A first technique for determining when the interface 30 leaves the
bottom of the casing 16 and enters into the top of the chimney 12
is to compare each calculated pressure rate of change value to the
immediately preceding pressure rate of change value and determine
when a pressure rate of change value is initially less than a
predetermined percentage of the value of the preceding rate of
change value. If the predetermine percentage change is selected to
be 50%, each pressure rate of change value is compared to the
preceding rate of change value. For each of the values shown in
Table 1 from time 51 to time 53, the percentage change for each
value from the previous value is 0%. But from time 53:00 min to
time 53:12 min, the pressure rate of change goes from 11 to 4. This
is a reduction of 64%. With a threshold set at 50%, this indicates
that the interface 30 entered into the top region of the chimney 12
during the time from 53:00 min to 53:12 min.
This example uses 12 seconds as the interval for calculating
pressure rate of change, however, other intervals, longer or
shorter, can also be used.
Another technique for determining when the interface 30 leaves the
casing 16 and enters into the top region of chimney 12 is to
compare each pressure rate of change value to an earlier pressure
rate of change value that is not the immediately preceding value.
For example, each value could be compared to the second preceding
value. In the above example, there would be the same result because
the second preceding value is 11 for comparison to the present
value of 4. This technique could be preferred if the change in area
from the annulus 28 at the end of the casing 16 into the top region
of the chimney 12 is more gradual and therefore the amount of the
rate of pressure change is less from sample to sample. See Table 2
below.
TABLE-US-00002 TABLE 2 Rate of Pressure Change Time (.DELTA.P
psi/min) 51:00 -- :12 11 :36 11 :48 11 52:00 11 :12 10 :24 9 :36 6
:48 6 53:00 4 :12 3 :24 3
Referring to the data in Table 2, for a rule that sets the
comparison of each rate of pressure change value to the third
preceding value with at least a 50% reduction, the value "4" is the
value in the time sequence that meets this rule. This rule
indicates that the interface 30 entered into the upper region of
the chimney 12 during the time interval from 52:24 to 53:00.
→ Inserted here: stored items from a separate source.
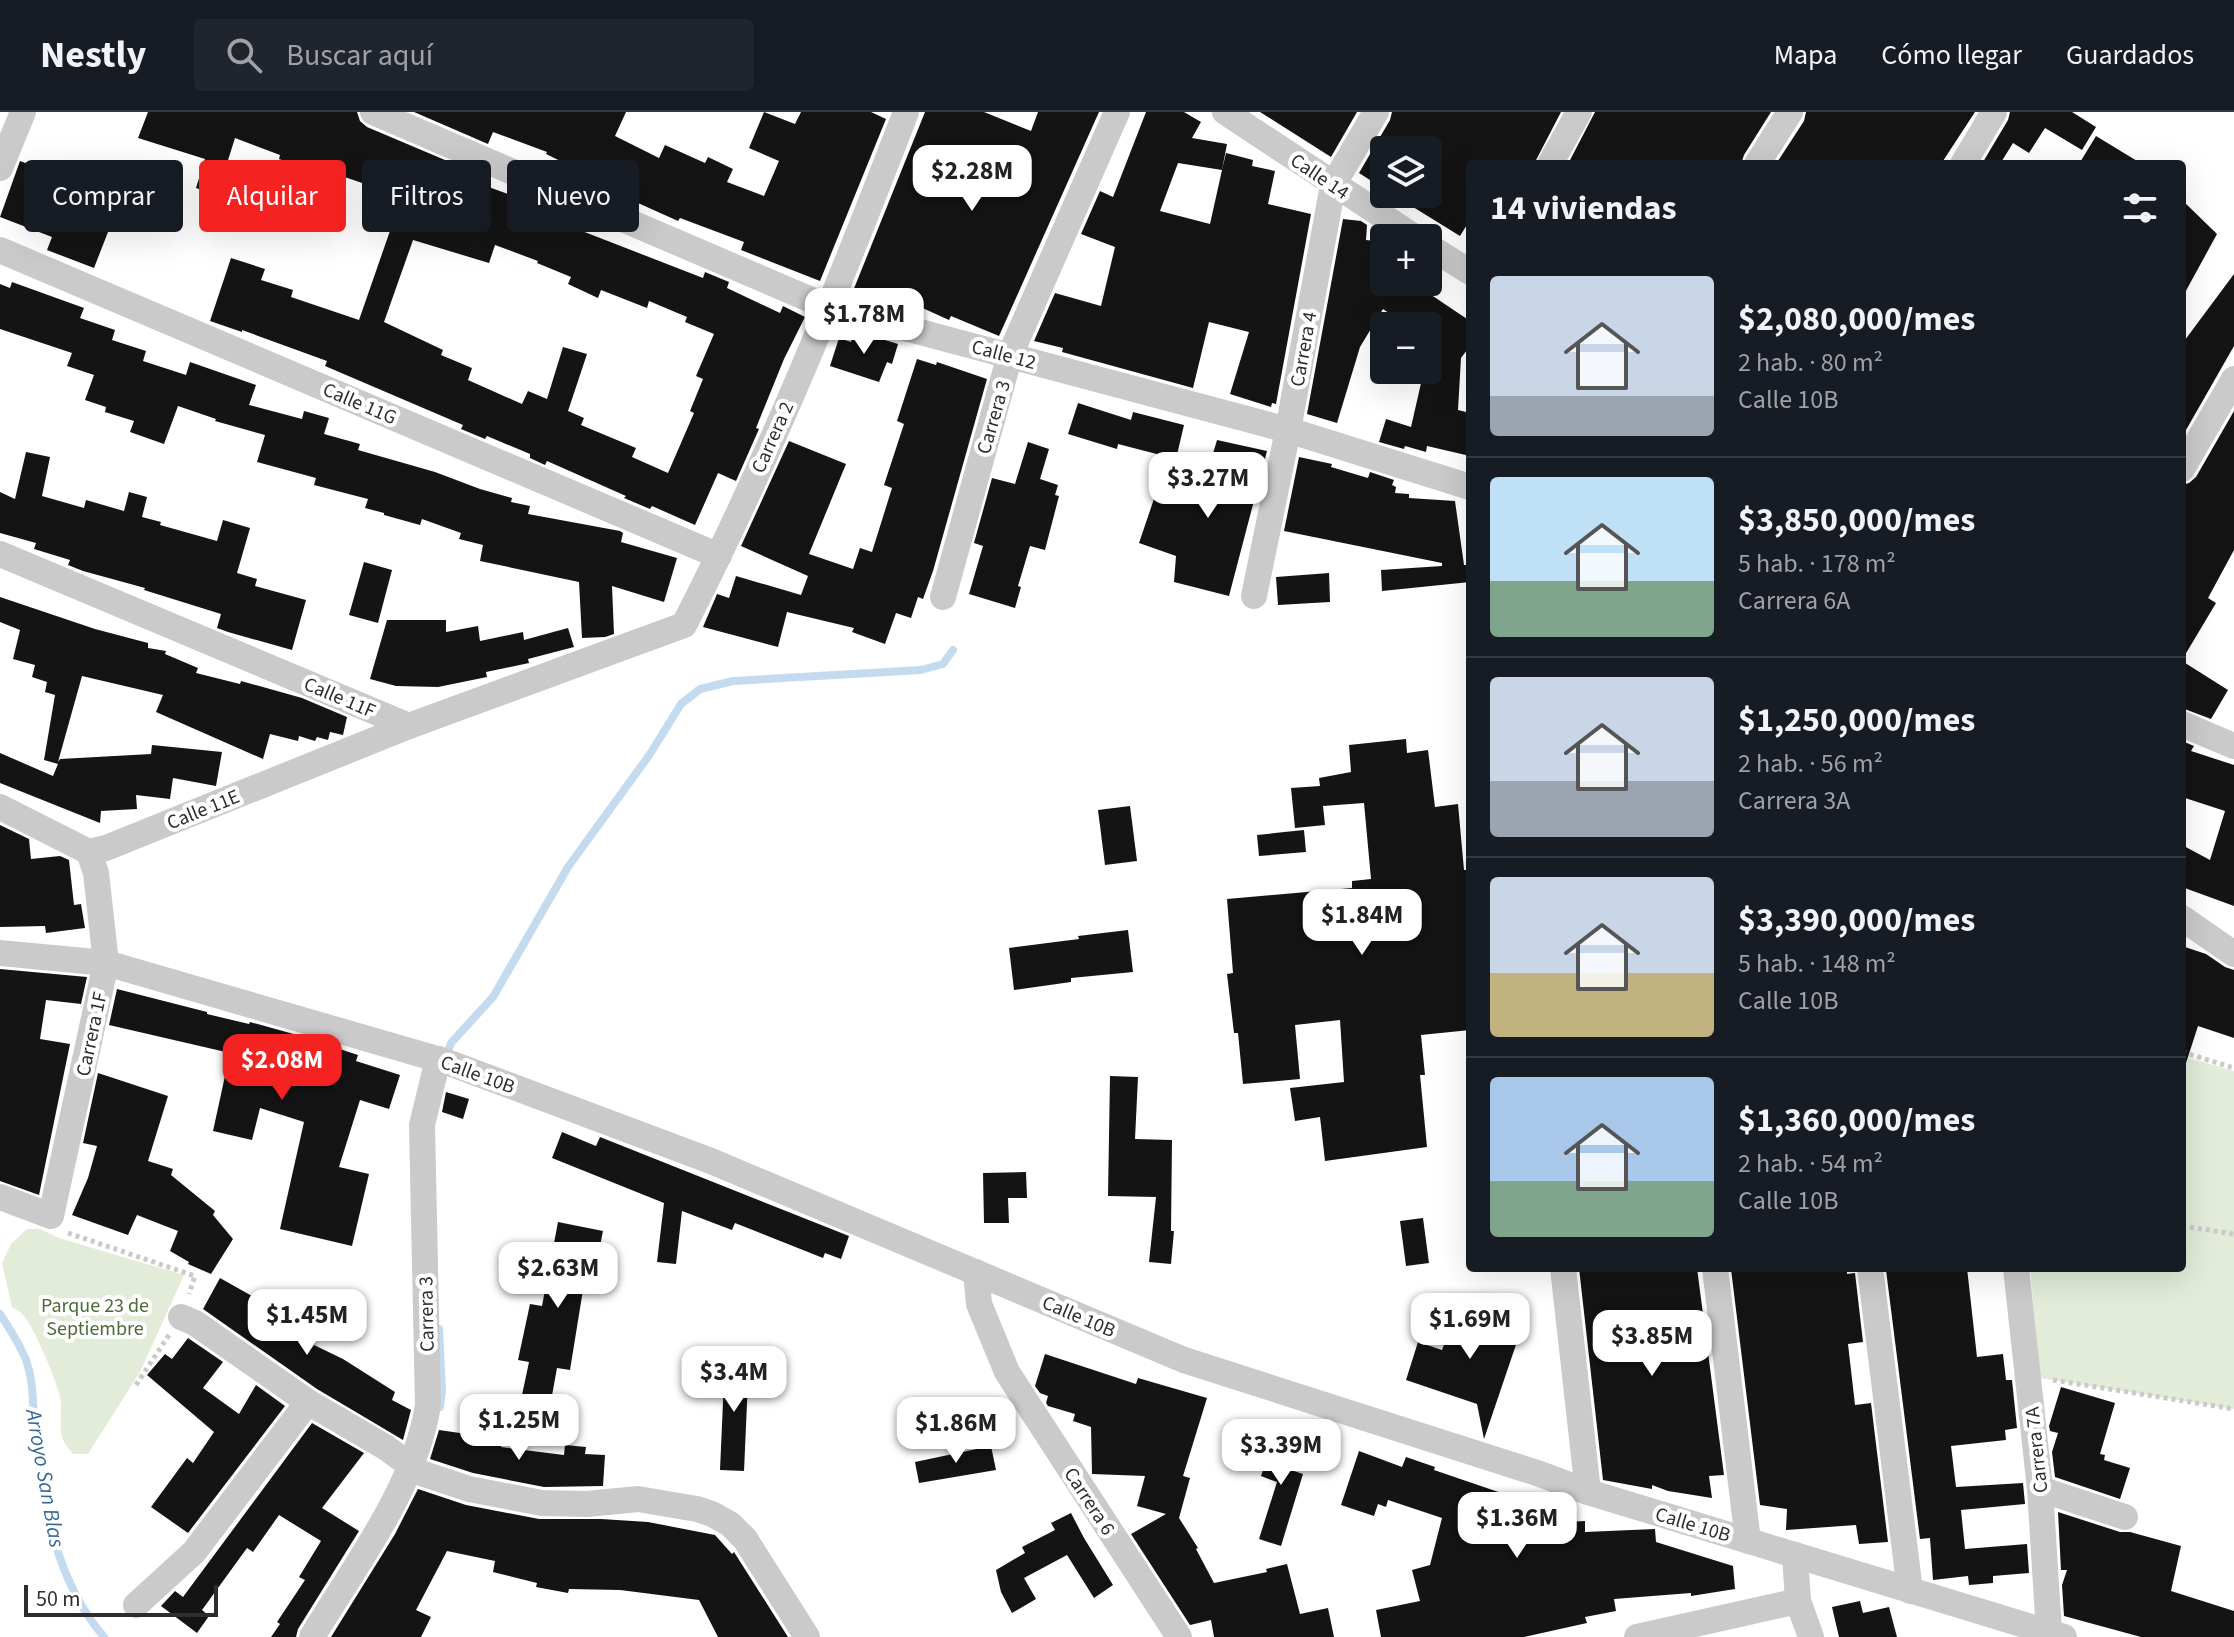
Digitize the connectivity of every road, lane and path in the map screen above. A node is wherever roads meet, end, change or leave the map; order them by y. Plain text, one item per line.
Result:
1 (23, 112) edge
2 (373, 112) edge
3 (906, 112) edge
4 (1117, 112) edge
5 (1225, 112) edge
6 (1376, 112) edge
7 (1579, 112) edge
8 (1790, 112) edge
9 (1994, 112) edge
10 (1552, 160) edge
11 (1760, 160) edge
12 (1965, 160) edge
13 (0, 168) edge
14 (1333, 185) junction
15 (1394, 224) edge
16 (0, 250) edge
17 (1442, 255) edge
18 (1466, 270) edge
19 (830, 308) junction
20 (1010, 355) junction
21 (2234, 379) edge
22 (1288, 430) junction
23 (2186, 462) edge
24 (1466, 486) edge
25 (0, 554) edge
26 (719, 556) junction
27 (1254, 596) dead end
28 (943, 597) dead end
29 (409, 726) junction
30 (2186, 726) edge
31 (2234, 746) edge
32 (0, 807) edge
33 (89, 852) junction
34 (2186, 921) edge
35 (0, 953) edge
36 (2234, 954) edge
37 (106, 963) junction
38 (2186, 1053) edge
39 (438, 1059) junction
40 (2234, 1068) edge
41 (0, 1197) edge
42 (51, 1216) junction
43 (2186, 1227) edge
44 (2234, 1234) edge
45 (976, 1272) junction
46 (1563, 1272) edge
47 (1715, 1272) edge
48 (1870, 1272) edge
49 (2016, 1272) edge
50 (195, 1276) dead end
51 (181, 1317) dead end
52 (2028, 1376) junction
53 (308, 1402) junction
54 (2234, 1409) edge
55 (410, 1465) junction
56 (2040, 1489) junction
57 (1588, 1492) junction
58 (2125, 1517) dead end
59 (1748, 1541) junction
60 (1795, 1555) junction
61 (1910, 1591) junction
62 (1798, 1601) junction
63 (136, 1605) dead end
64 (2057, 1635) edge
65 (312, 1637) edge
66 (807, 1637) edge
67 (1179, 1637) edge
68 (1637, 1637) edge
69 (1811, 1637) edge

1 - 13 street
2 - 19 street, Calle 12
3 - 19 street, Carrera 2
4 - 20 street, Carrera 3
5 - 14 street, Calle 14
6 - 14 street, Carrera 4
7 - 10 street
8 - 11 street
9 - 12 street
14 - 15 street, Calle 14
14 - 22 street, Carrera 4
16 - 26 street, Calle 11G
17 - 18 street
19 - 20 street, Calle 12
19 - 26 street, Carrera 2
20 - 22 street, Calle 12
20 - 28 street, Carrera 3
21 - 23 street
22 - 24 street, Calle 12
22 - 27 street, Carrera 4
25 - 29 street, Calle 11F
26 - 29 street, Carrera 2
29 - 33 street, Calle 11E
30 - 31 street
32 - 33 street
33 - 37 street, Carrera 1F
34 - 36 street
35 - 37 street, Calle 10B
37 - 39 street, Calle 10B
37 - 42 street, Carrera 1F
38 - 40 path
39 - 45 street, Calle 10B
39 - 55 street, Carrera 3
41 - 42 street
42 - 50 path
43 - 44 path
45 - 57 street, Calle 10B
45 - 67 street, Carrera 6
46 - 57 street
47 - 59 street
48 - 61 street
49 - 52 street, Carrera 7A
51 - 53 street
52 - 54 path
52 - 56 street, Carrera 7A
53 - 55 street
53 - 63 street
55 - 65 street, Carrera 3
55 - 66 street
56 - 58 street
56 - 64 street, Carrera 7A
57 - 59 street, Calle 10B
59 - 60 street, Calle 10B
60 - 61 street, Calle 10B
60 - 62 street
61 - 64 street, Calle 10B
62 - 68 street
62 - 69 street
A still further technique is to compare the present value to a
running average of prior values. For example, the present value
could be compared to the average of the preceding four rate of
change values. See Table 2 above. With a 30% threshold, the first
value that is less than 30% of the running average of the four
preceding four values is "6". The average of the four preceding
values is 10 and 6 is 40% less than 10. Using this rule, the
interface 30 is indicated to have entered into the upper region of
the chimney 12 during the time interval between 52:24 and
52:36.
The rule to use, and the percentage change to use, in a particular
application can depend on the known or anticipated geometry of the
well or the nature of the data that has been collected.
One rule is to use the average of multiple values and compare to a
present measurement of rate of gas pressure change. A change from
the average of 30% or 50% can indicate the inflection point. This
detected change will be close to the actual point where the
interface enters into the chimney. A running average of seven
preceding values in Table 2 with at least a 40% difference less
than the average selects the value "6" at 52:48.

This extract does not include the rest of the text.